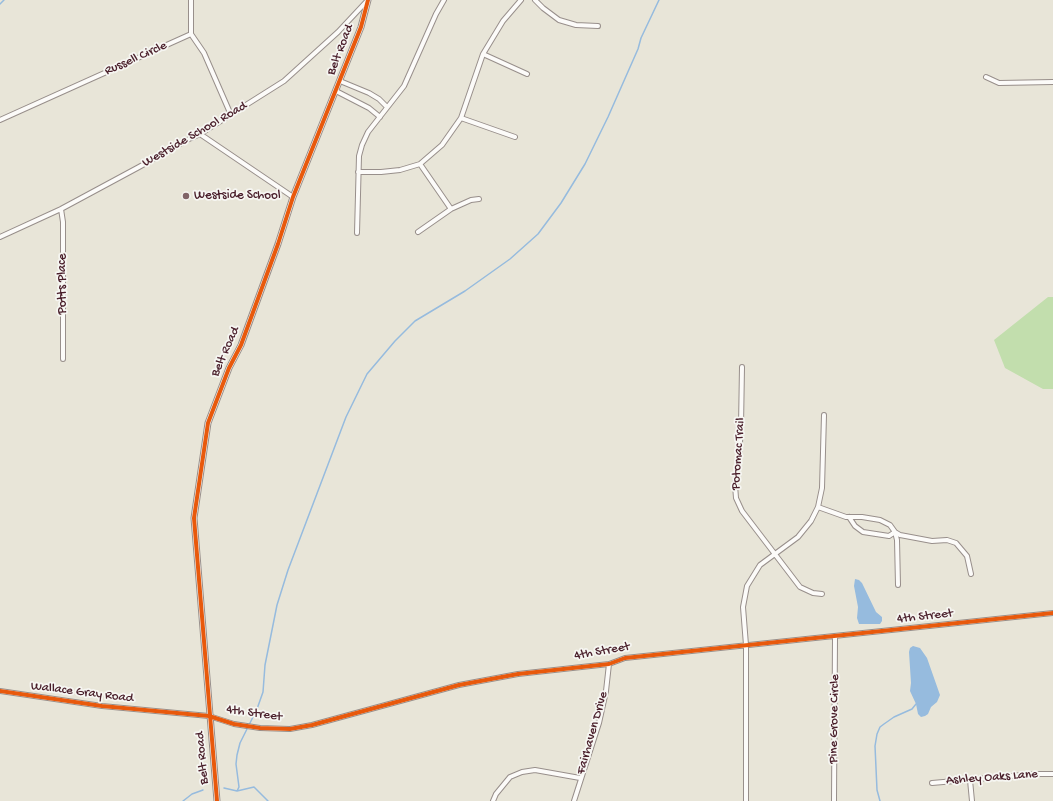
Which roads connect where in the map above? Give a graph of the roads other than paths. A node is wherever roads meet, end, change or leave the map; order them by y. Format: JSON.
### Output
{"nodes":[{"id":1,"x":191,"y":0,"type":"edge"},
{"id":2,"x":368,"y":0,"type":"edge"},
{"id":3,"x":444,"y":0,"type":"edge"},
{"id":4,"x":521,"y":0,"type":"edge"},
{"id":5,"x":535,"y":0,"type":"edge"},
{"id":6,"x":598,"y":26,"type":"dead end"},
{"id":7,"x":190,"y":34,"type":"junction"},
{"id":8,"x":483,"y":54,"type":"junction"},
{"id":9,"x":527,"y":74,"type":"dead end"},
{"id":10,"x":986,"y":77,"type":"dead end"},
{"id":11,"x":340,"y":81,"type":"junction"},
{"id":12,"x":1053,"y":82,"type":"edge"},
{"id":13,"x":336,"y":91,"type":"junction"},
{"id":14,"x":387,"y":107,"type":"junction"},
{"id":15,"x":231,"y":114,"type":"junction"},
{"id":16,"x":380,"y":117,"type":"junction"},
{"id":17,"x":461,"y":118,"type":"junction"},
{"id":18,"x":0,"y":120,"type":"edge"},
{"id":19,"x":200,"y":134,"type":"junction"},
{"id":20,"x":515,"y":137,"type":"dead end"},
{"id":21,"x":420,"y":164,"type":"junction"},
{"id":22,"x":358,"y":172,"type":"junction"},
{"id":23,"x":293,"y":197,"type":"junction"},
{"id":24,"x":479,"y":199,"type":"dead end"},
{"id":25,"x":60,"y":209,"type":"junction"},
{"id":26,"x":451,"y":210,"type":"junction"},
{"id":27,"x":418,"y":232,"type":"dead end"},
{"id":28,"x":357,"y":233,"type":"dead end"},
{"id":29,"x":0,"y":237,"type":"edge"},
{"id":30,"x":63,"y":359,"type":"dead end"},
{"id":31,"x":742,"y":366,"type":"dead end"},
{"id":32,"x":824,"y":415,"type":"dead end"},
{"id":33,"x":818,"y":507,"type":"junction"},
{"id":34,"x":849,"y":517,"type":"junction"},
{"id":35,"x":895,"y":532,"type":"junction"},
{"id":36,"x":775,"y":554,"type":"junction"},
{"id":37,"x":971,"y":574,"type":"dead end"},
{"id":38,"x":898,"y":585,"type":"dead end"},
{"id":39,"x":822,"y":594,"type":"dead end"},
{"id":40,"x":1053,"y":613,"type":"edge"},
{"id":41,"x":835,"y":636,"type":"junction"},
{"id":42,"x":746,"y":645,"type":"junction"},
{"id":43,"x":609,"y":664,"type":"junction"},
{"id":44,"x":0,"y":692,"type":"edge"},
{"id":45,"x":209,"y":716,"type":"junction"},
{"id":46,"x":1053,"y":774,"type":"edge"},
{"id":47,"x":580,"y":778,"type":"junction"},
{"id":48,"x":970,"y":780,"type":"junction"},
{"id":49,"x":932,"y":783,"type":"dead end"},
{"id":50,"x":217,"y":801,"type":"edge"},
{"id":51,"x":493,"y":801,"type":"edge"},
{"id":52,"x":574,"y":801,"type":"edge"},
{"id":53,"x":746,"y":801,"type":"edge"},
{"id":54,"x":834,"y":801,"type":"edge"},
{"id":55,"x":972,"y":801,"type":"edge"}],
"edges":[{"from":1,"to":7,"type":"street"},
{"from":2,"to":11,"type":"street","name":"Belt Road"},
{"from":2,"to":15,"type":"street","name":"Westside School Road"},
{"from":3,"to":14,"type":"street"},
{"from":4,"to":8,"type":"street"},
{"from":5,"to":6,"type":"street"},
{"from":7,"to":15,"type":"street"},
{"from":7,"to":18,"type":"street","name":"Russell Circle"},
{"from":8,"to":9,"type":"street"},
{"from":8,"to":17,"type":"street"},
{"from":10,"to":12,"type":"street"},
{"from":11,"to":13,"type":"street","name":"Belt Road"},
{"from":11,"to":14,"type":"street"},
{"from":13,"to":16,"type":"street"},
{"from":13,"to":23,"type":"street","name":"Belt Road"},
{"from":14,"to":16,"type":"street"},
{"from":15,"to":19,"type":"street","name":"Westside School Road"},
{"from":16,"to":22,"type":"street"},
{"from":17,"to":20,"type":"street"},
{"from":17,"to":21,"type":"street"},
{"from":19,"to":23,"type":"street"},
{"from":19,"to":25,"type":"street","name":"Westside School Road"},
{"from":21,"to":22,"type":"street"},
{"from":21,"to":26,"type":"street"},
{"from":22,"to":28,"type":"street"},
{"from":23,"to":45,"type":"street","name":"Belt Road"},
{"from":24,"to":26,"type":"street"},
{"from":25,"to":29,"type":"street","name":"Westside School Road"},
{"from":25,"to":30,"type":"street","name":"Potts Place"},
{"from":26,"to":27,"type":"street"},
{"from":31,"to":36,"type":"street","name":"Potomac Trail"},
{"from":32,"to":33,"type":"street"},
{"from":33,"to":34,"type":"street"},
{"from":33,"to":36,"type":"street"},
{"from":34,"to":35,"type":"street"},
{"from":34,"to":35,"type":"street"},
{"from":35,"to":37,"type":"street"},
{"from":35,"to":38,"type":"street"},
{"from":36,"to":39,"type":"street","name":"Potomac Trail"},
{"from":36,"to":42,"type":"street"},
{"from":40,"to":41,"type":"street","name":"4th Street"},
{"from":41,"to":42,"type":"street","name":"4th Street"},
{"from":41,"to":54,"type":"street","name":"Pine Grove Circle"},
{"from":42,"to":43,"type":"street","name":"4th Street"},
{"from":42,"to":53,"type":"street"},
{"from":43,"to":45,"type":"street","name":"4th Street"},
{"from":43,"to":47,"type":"street","name":"Fairhaven Drive"},
{"from":44,"to":45,"type":"street","name":"Wallace Gray Road"},
{"from":45,"to":50,"type":"street","name":"Belt Road"},
{"from":46,"to":48,"type":"street","name":"Ashley Oaks Lane"},
{"from":47,"to":51,"type":"street"},
{"from":47,"to":52,"type":"street","name":"Fairhaven Drive"},
{"from":48,"to":49,"type":"street","name":"Ashley Oaks Lane"},
{"from":48,"to":55,"type":"street"}]}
+++++
* TASK TO COMPLETE: Take each line from the records and copy it unchanged, leaving images out.

* EXPECTED ANSWER:
Which roads connect where in the map above? Give a graph of the roads other than paths. A node is wherever roads meet, end, change or leave the map; order them by y. Format: JSON.
### Output
{"nodes":[{"id":1,"x":191,"y":0,"type":"edge"},
{"id":2,"x":368,"y":0,"type":"edge"},
{"id":3,"x":444,"y":0,"type":"edge"},
{"id":4,"x":521,"y":0,"type":"edge"},
{"id":5,"x":535,"y":0,"type":"edge"},
{"id":6,"x":598,"y":26,"type":"dead end"},
{"id":7,"x":190,"y":34,"type":"junction"},
{"id":8,"x":483,"y":54,"type":"junction"},
{"id":9,"x":527,"y":74,"type":"dead end"},
{"id":10,"x":986,"y":77,"type":"dead end"},
{"id":11,"x":340,"y":81,"type":"junction"},
{"id":12,"x":1053,"y":82,"type":"edge"},
{"id":13,"x":336,"y":91,"type":"junction"},
{"id":14,"x":387,"y":107,"type":"junction"},
{"id":15,"x":231,"y":114,"type":"junction"},
{"id":16,"x":380,"y":117,"type":"junction"},
{"id":17,"x":461,"y":118,"type":"junction"},
{"id":18,"x":0,"y":120,"type":"edge"},
{"id":19,"x":200,"y":134,"type":"junction"},
{"id":20,"x":515,"y":137,"type":"dead end"},
{"id":21,"x":420,"y":164,"type":"junction"},
{"id":22,"x":358,"y":172,"type":"junction"},
{"id":23,"x":293,"y":197,"type":"junction"},
{"id":24,"x":479,"y":199,"type":"dead end"},
{"id":25,"x":60,"y":209,"type":"junction"},
{"id":26,"x":451,"y":210,"type":"junction"},
{"id":27,"x":418,"y":232,"type":"dead end"},
{"id":28,"x":357,"y":233,"type":"dead end"},
{"id":29,"x":0,"y":237,"type":"edge"},
{"id":30,"x":63,"y":359,"type":"dead end"},
{"id":31,"x":742,"y":366,"type":"dead end"},
{"id":32,"x":824,"y":415,"type":"dead end"},
{"id":33,"x":818,"y":507,"type":"junction"},
{"id":34,"x":849,"y":517,"type":"junction"},
{"id":35,"x":895,"y":532,"type":"junction"},
{"id":36,"x":775,"y":554,"type":"junction"},
{"id":37,"x":971,"y":574,"type":"dead end"},
{"id":38,"x":898,"y":585,"type":"dead end"},
{"id":39,"x":822,"y":594,"type":"dead end"},
{"id":40,"x":1053,"y":613,"type":"edge"},
{"id":41,"x":835,"y":636,"type":"junction"},
{"id":42,"x":746,"y":645,"type":"junction"},
{"id":43,"x":609,"y":664,"type":"junction"},
{"id":44,"x":0,"y":692,"type":"edge"},
{"id":45,"x":209,"y":716,"type":"junction"},
{"id":46,"x":1053,"y":774,"type":"edge"},
{"id":47,"x":580,"y":778,"type":"junction"},
{"id":48,"x":970,"y":780,"type":"junction"},
{"id":49,"x":932,"y":783,"type":"dead end"},
{"id":50,"x":217,"y":801,"type":"edge"},
{"id":51,"x":493,"y":801,"type":"edge"},
{"id":52,"x":574,"y":801,"type":"edge"},
{"id":53,"x":746,"y":801,"type":"edge"},
{"id":54,"x":834,"y":801,"type":"edge"},
{"id":55,"x":972,"y":801,"type":"edge"}],
"edges":[{"from":1,"to":7,"type":"street"},
{"from":2,"to":11,"type":"street","name":"Belt Road"},
{"from":2,"to":15,"type":"street","name":"Westside School Road"},
{"from":3,"to":14,"type":"street"},
{"from":4,"to":8,"type":"street"},
{"from":5,"to":6,"type":"street"},
{"from":7,"to":15,"type":"street"},
{"from":7,"to":18,"type":"street","name":"Russell Circle"},
{"from":8,"to":9,"type":"street"},
{"from":8,"to":17,"type":"street"},
{"from":10,"to":12,"type":"street"},
{"from":11,"to":13,"type":"street","name":"Belt Road"},
{"from":11,"to":14,"type":"street"},
{"from":13,"to":16,"type":"street"},
{"from":13,"to":23,"type":"street","name":"Belt Road"},
{"from":14,"to":16,"type":"street"},
{"from":15,"to":19,"type":"street","name":"Westside School Road"},
{"from":16,"to":22,"type":"street"},
{"from":17,"to":20,"type":"street"},
{"from":17,"to":21,"type":"street"},
{"from":19,"to":23,"type":"street"},
{"from":19,"to":25,"type":"street","name":"Westside School Road"},
{"from":21,"to":22,"type":"street"},
{"from":21,"to":26,"type":"street"},
{"from":22,"to":28,"type":"street"},
{"from":23,"to":45,"type":"street","name":"Belt Road"},
{"from":24,"to":26,"type":"street"},
{"from":25,"to":29,"type":"street","name":"Westside School Road"},
{"from":25,"to":30,"type":"street","name":"Potts Place"},
{"from":26,"to":27,"type":"street"},
{"from":31,"to":36,"type":"street","name":"Potomac Trail"},
{"from":32,"to":33,"type":"street"},
{"from":33,"to":34,"type":"street"},
{"from":33,"to":36,"type":"street"},
{"from":34,"to":35,"type":"street"},
{"from":34,"to":35,"type":"street"},
{"from":35,"to":37,"type":"street"},
{"from":35,"to":38,"type":"street"},
{"from":36,"to":39,"type":"street","name":"Potomac Trail"},
{"from":36,"to":42,"type":"street"},
{"from":40,"to":41,"type":"street","name":"4th Street"},
{"from":41,"to":42,"type":"street","name":"4th Street"},
{"from":41,"to":54,"type":"street","name":"Pine Grove Circle"},
{"from":42,"to":43,"type":"street","name":"4th Street"},
{"from":42,"to":53,"type":"street"},
{"from":43,"to":45,"type":"street","name":"4th Street"},
{"from":43,"to":47,"type":"street","name":"Fairhaven Drive"},
{"from":44,"to":45,"type":"street","name":"Wallace Gray Road"},
{"from":45,"to":50,"type":"street","name":"Belt Road"},
{"from":46,"to":48,"type":"street","name":"Ashley Oaks Lane"},
{"from":47,"to":51,"type":"street"},
{"from":47,"to":52,"type":"street","name":"Fairhaven Drive"},
{"from":48,"to":49,"type":"street","name":"Ashley Oaks Lane"},
{"from":48,"to":55,"type":"street"}]}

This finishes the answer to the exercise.